#### YOUR GOAL:
Without including any picture, copy the entries that follow word for word.

━━━ MATERIALS PROVIDED ━━━

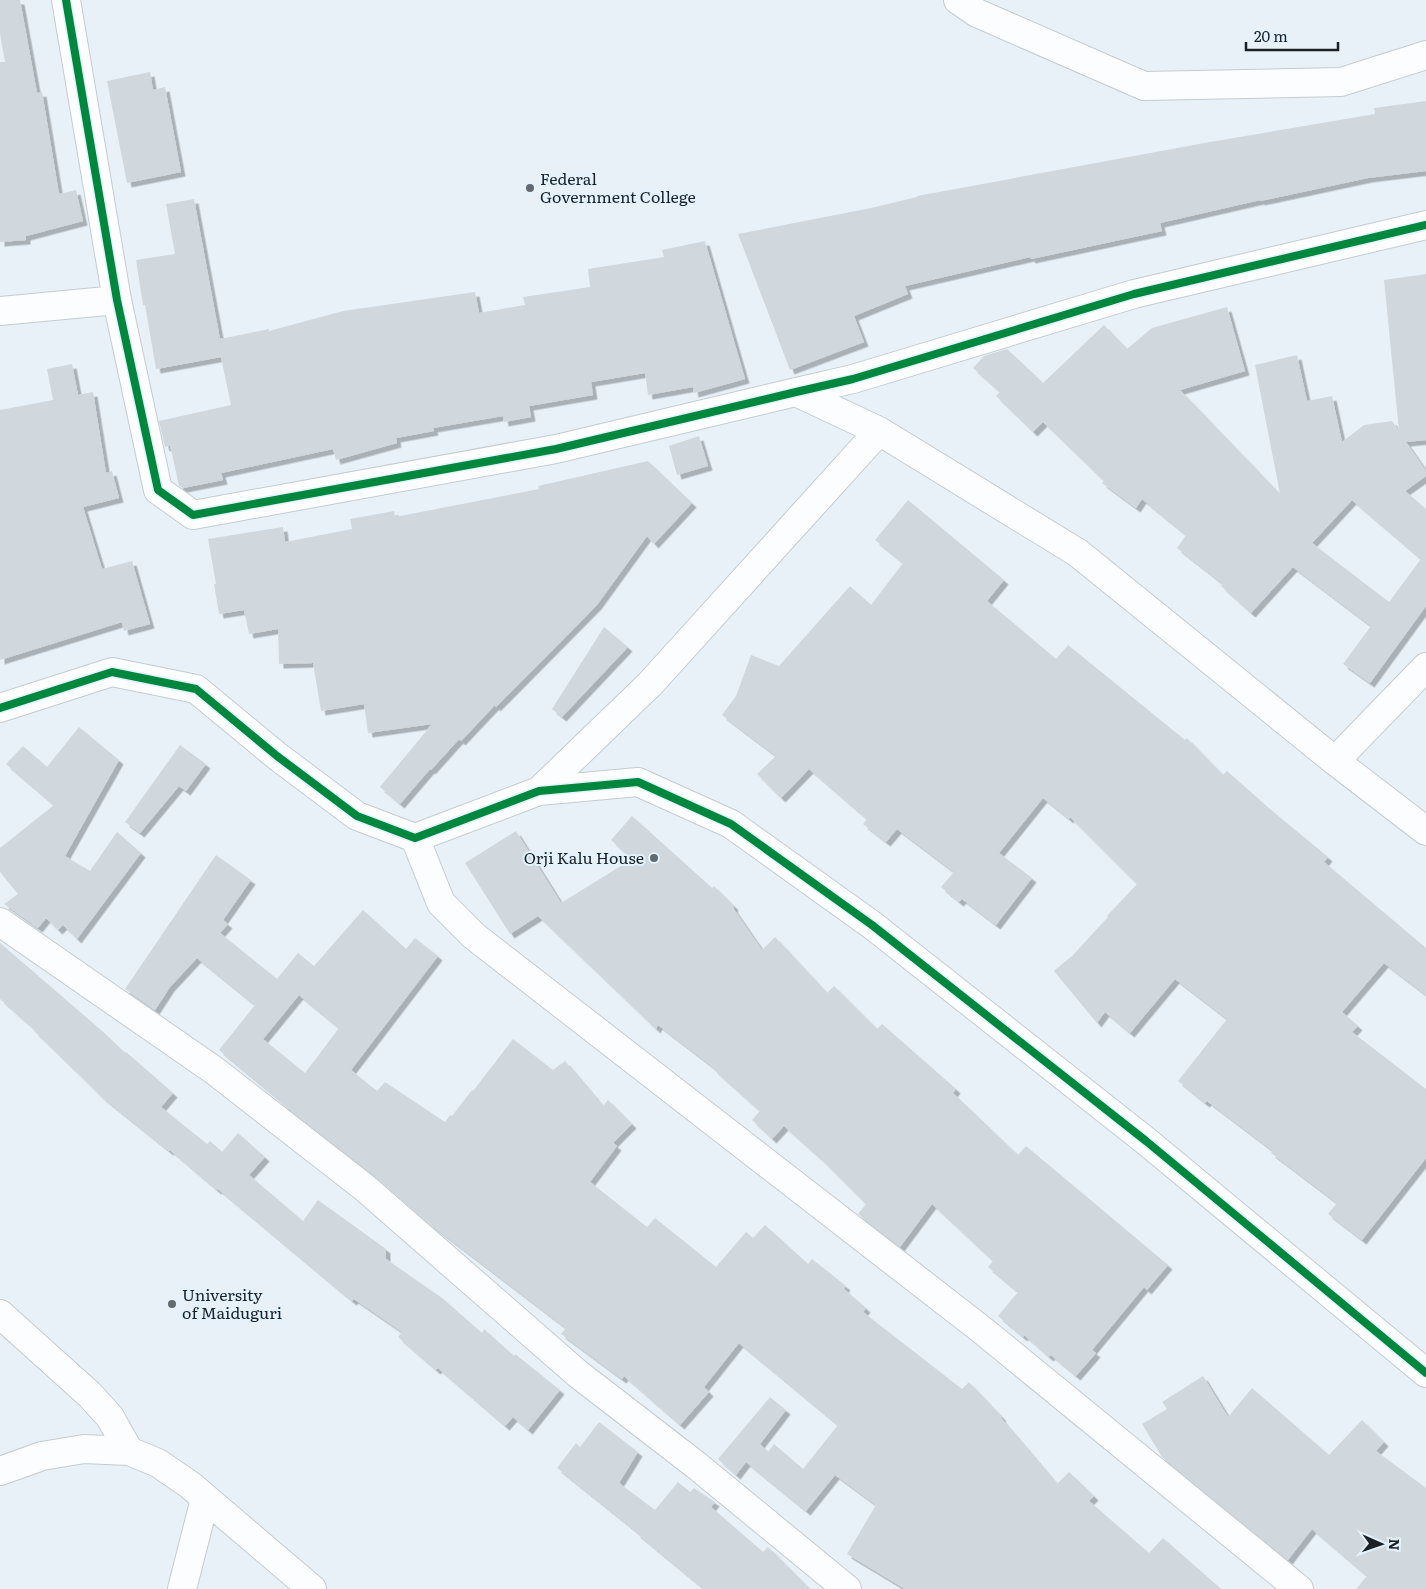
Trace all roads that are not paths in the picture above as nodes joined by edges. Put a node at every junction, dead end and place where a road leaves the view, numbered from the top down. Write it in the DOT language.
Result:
graph roads {
  1 [pos="66,0"];
  2 [pos="958,0"];
  3 [pos="1426,55"];
  4 [pos="1426,225"];
  5 [pos="117,300"];
  6 [pos="0,311"];
  7 [pos="796,392"];
  8 [pos="879,431"];
  9 [pos="1426,667"];
  10 [pos="0,708"];
  11 [pos="1334,761"];
  12 [pos="539,790"];
  13 [pos="1426,831"];
  14 [pos="415,838"];
  15 [pos="0,922"];
  16 [pos="0,1314"];
  17 [pos="1426,1373"];
  18 [pos="129,1451"];
  19 [pos="0,1471"];
  20 [pos="205,1499"];
  21 [pos="182,1589"];
  22 [pos="312,1589"];
  23 [pos="848,1589"];
  24 [pos="1300,1589"];
  1 -- 5 [label="street"];
  2 -- 3 [label="street"];
  4 -- 7 [label="street"];
  5 -- 6 [label="street"];
  5 -- 7 [label="street"];
  7 -- 8 [label="street"];
  8 -- 11 [label="street"];
  8 -- 12 [label="street"];
  9 -- 11 [label="street"];
  10 -- 14 [label="street"];
  11 -- 13 [label="street"];
  12 -- 14 [label="street"];
  12 -- 17 [label="street"];
  14 -- 24 [label="street"];
  15 -- 23 [label="street"];
  16 -- 18 [label="street"];
  18 -- 19 [label="street"];
  18 -- 20 [label="street"];
  20 -- 21 [label="street"];
  20 -- 22 [label="street"];
}
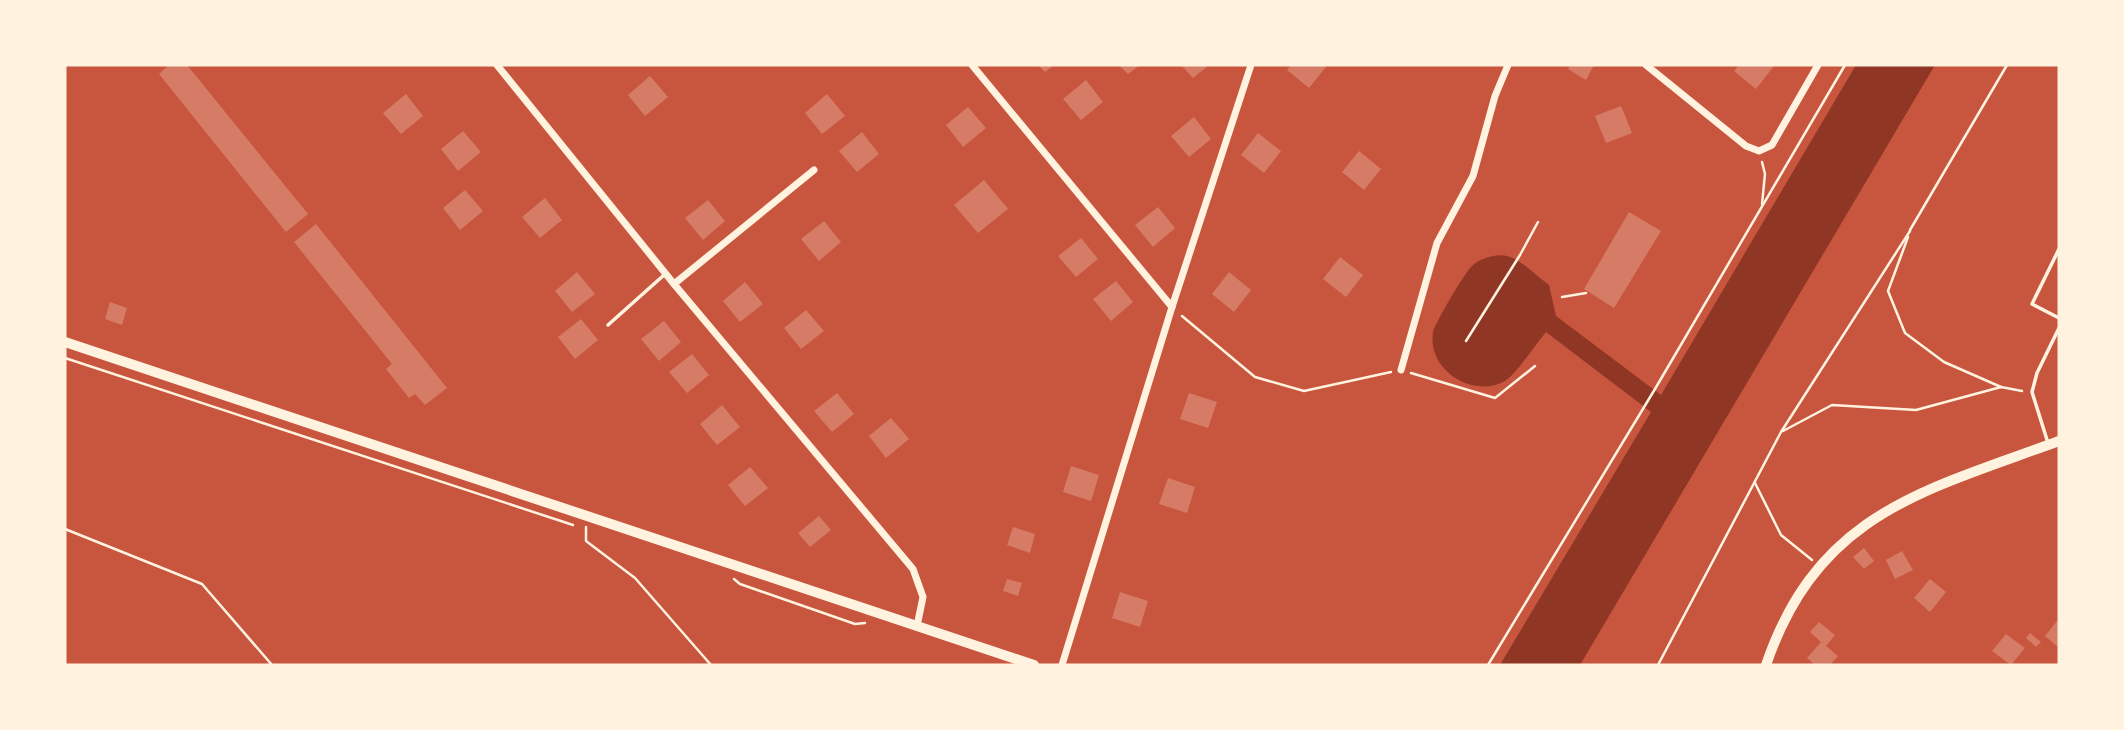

━━━

#### YOUR SOLUTION:
Trace all roads that are not paths in the picture above as nodes joined by edges. Put a node at every junction, dead end and place where a road leaves the view, numbered from the top down. Write it in the DOT language.
Result:
graph roads {
  1 [pos="66,0"];
  2 [pos="958,0"];
  3 [pos="1426,55"];
  4 [pos="1426,225"];
  5 [pos="117,300"];
  6 [pos="0,311"];
  7 [pos="796,392"];
  8 [pos="879,431"];
  9 [pos="1426,667"];
  10 [pos="0,708"];
  11 [pos="1334,761"];
  12 [pos="539,790"];
  13 [pos="1426,831"];
  14 [pos="415,838"];
  15 [pos="0,922"];
  16 [pos="0,1314"];
  17 [pos="1426,1373"];
  18 [pos="129,1451"];
  19 [pos="0,1471"];
  20 [pos="205,1499"];
  21 [pos="182,1589"];
  22 [pos="312,1589"];
  23 [pos="848,1589"];
  24 [pos="1300,1589"];
  1 -- 5 [label="street"];
  2 -- 3 [label="street"];
  4 -- 7 [label="street"];
  5 -- 6 [label="street"];
  5 -- 7 [label="street"];
  7 -- 8 [label="street"];
  8 -- 11 [label="street"];
  8 -- 12 [label="street"];
  9 -- 11 [label="street"];
  10 -- 14 [label="street"];
  11 -- 13 [label="street"];
  12 -- 14 [label="street"];
  12 -- 17 [label="street"];
  14 -- 24 [label="street"];
  15 -- 23 [label="street"];
  16 -- 18 [label="street"];
  18 -- 19 [label="street"];
  18 -- 20 [label="street"];
  20 -- 21 [label="street"];
  20 -- 22 [label="street"];
}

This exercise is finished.